I parked, grabbed my camera and got out to make some photographs. The train had all flat cars that I later determined were rigged to carry wind turbine blades.

The former Pennsy in Warsaw has some quasi-street running so I was able to work with that.

There is one track here now yet but during the Pennsy days this was a double-track mainline.

The scene today looks like a short line environment and it is difficult to imagine the PRR’s mighty Broadway Limited raced through here at high speed, its whistle or horn blowing nearly continuously.

That must have been some sight to see and hear.

For that matter it is hard to image that Amtrak’s Broadway Limited did the same although in the Penn Central era the track conditions had deteriorated due to years of deferred maintenance.

I thought about chasing the CF&E train westward but decided against it for two reasons.

First, I had come to Warsaw to photograph NS street running and didn’t want to miss that.

Second, one of the more memorable railfan trip reports I’ve read in recent years involved a prominent Akron Railroad Club member and his brother who one Labor Day weekend gave chase to a westbound CF&E train.

They drove for 40 miles and spent two hours “chasing air” because the train had halted in Warsaw and the crew had tied it down. They went off the clock while the train stayed put.

Rather than risk chasing air and missing something on NS, I went back to the Marion Branch where I waited for more than an hour and a half before an NS train showed up.

After photographing the NS train in the street I began driving southward to see if I could catch it and get more photos.

As I crossed the CF&E, I looked to the west and saw the headlight of an eastbound train.

I went back to the same location where I’d photographed the westbound along Jefferson Street.
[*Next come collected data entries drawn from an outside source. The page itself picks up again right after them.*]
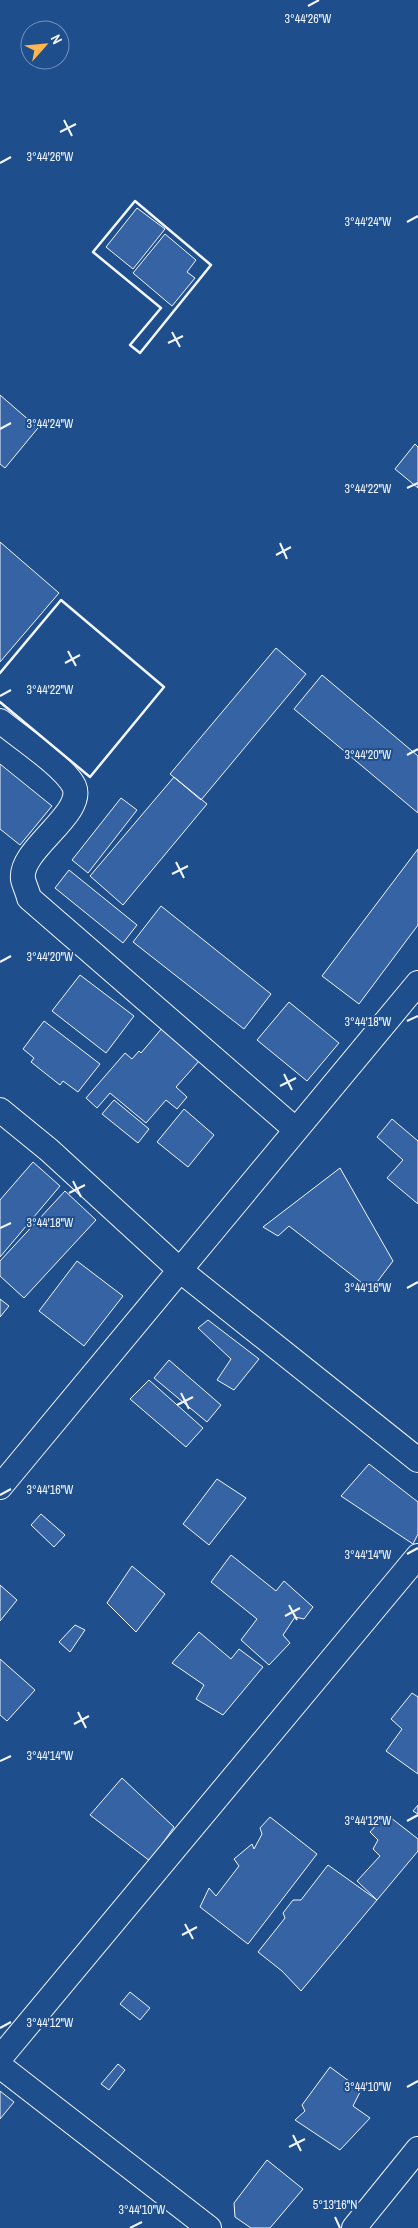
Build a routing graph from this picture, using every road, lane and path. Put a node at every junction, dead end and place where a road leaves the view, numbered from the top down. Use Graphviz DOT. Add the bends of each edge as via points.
graph roads {
  1 [pos="0,721"];
  2 [pos="418,983"];
  3 [pos="0,1110"];
  4 [pos="296,1129"];
  5 [pos="181,1271"];
  6 [pos="418,1460"];
  7 [pos="0,1487"];
  8 [pos="418,1556"];
  9 [pos="0,2058"];
  10 [pos="0,2066"];
  11 [pos="418,2149"];
  12 [pos="209,2228"];
  13 [pos="354,2228"];
  1 -- 4 [label="street" via="66,774 75,788 73,807 30,857 23,878 30,898"];
  2 -- 4 [label="street"];
  3 -- 5 [label="street" via="49,1150"];
  4 -- 5 [label="street"];
  5 -- 6 [label="street"];
  5 -- 7 [label="street"];
  8 -- 9 [label="street"];
  10 -- 12 [label="street"];
  11 -- 13 [label="street"];
}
The eastbound was a slow-moving manifest freight. If it was continuing on I figured I could get ahead of it.

I made sure the train was, indeed, leaving Warsaw before committing to the chase and was able to easily get ahead of it.

One of the first towns east of Warsaw is Pierceton. I’d never been there but there might have a grain elevator to use as a photo prop.

There was no grain elevator in Pierceton but a former PRR depot was still standing and being used as a restaurant.

Next to it was a former Atlantic Coast Line passenger car. Further investigation revealed this had likely been a freight house and not a passenger station because of the type of doors on the side of the structure facing the tracks.

That didn’t matter because it still looked like a railroad station.

I could see the CF&E train in the distance but it was moving even slower than I expected. There must be a 25-mile per hour or slower slow order for this section of track.

That gave me plenty of time to check the photo angles here.

After the train was through Pieceton I thought about getting it further east. I gave chase but the train had gotten a big jump on me.

I changed my mind and decided to return to Warsaw to try to get one more NS train in the street, which I was able to do.

As best I could determine the flat cars in this train was used to transport wind turbine blades. No blades were being moved on this day, though.

Another look at the motive power for the flat car train.

I presume this train was headed to pick up some wind turbine blades.

Did the best trains of the Pennsylvania Railroad between Chicago and New York really once use these tracks? That is hard to imagine now.

I wish I knew the story behind this former Atlantic Coast Line passenger car sitting next to a former Pennsy station in Pierceton, Indiana.

This eastbound manifest freight was moving slowly through Pierceton.